**Assigned task:**
From the entries, return every line where the string "nodes" shows up.

(Data extracts begins)

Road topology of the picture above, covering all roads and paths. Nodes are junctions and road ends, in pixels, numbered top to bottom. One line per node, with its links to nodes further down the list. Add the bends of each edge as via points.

(Data extracts ends)
(Data extracts begins)

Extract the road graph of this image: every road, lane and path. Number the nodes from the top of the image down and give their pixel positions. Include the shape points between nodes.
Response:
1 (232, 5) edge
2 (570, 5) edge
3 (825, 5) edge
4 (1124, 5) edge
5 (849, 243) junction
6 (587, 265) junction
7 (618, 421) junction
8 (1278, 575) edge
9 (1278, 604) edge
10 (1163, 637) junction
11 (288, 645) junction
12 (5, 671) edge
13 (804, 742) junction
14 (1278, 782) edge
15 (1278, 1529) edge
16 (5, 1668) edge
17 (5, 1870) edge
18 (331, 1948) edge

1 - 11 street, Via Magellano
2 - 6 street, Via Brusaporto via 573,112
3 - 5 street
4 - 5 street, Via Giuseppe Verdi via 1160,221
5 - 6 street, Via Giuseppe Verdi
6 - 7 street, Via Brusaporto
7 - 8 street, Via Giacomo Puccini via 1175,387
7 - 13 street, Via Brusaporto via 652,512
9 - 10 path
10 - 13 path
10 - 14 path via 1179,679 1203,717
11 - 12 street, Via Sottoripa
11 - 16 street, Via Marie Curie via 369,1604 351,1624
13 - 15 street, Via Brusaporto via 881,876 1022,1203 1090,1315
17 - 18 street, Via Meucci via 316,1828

(Data extracts ends)

**Task solution:**
Road topology of the picture above, covering all roads and paths. Nodes are junctions and road ends, in pixels, numbered top to bottom. One line per node, with its links to nodes further down the list. Add the bends of each edge as via points.
Extract the road graph of this image: every road, lane and path. Number the nodes from the top of the image down and give their pixel positions. Include the shape points between nodes.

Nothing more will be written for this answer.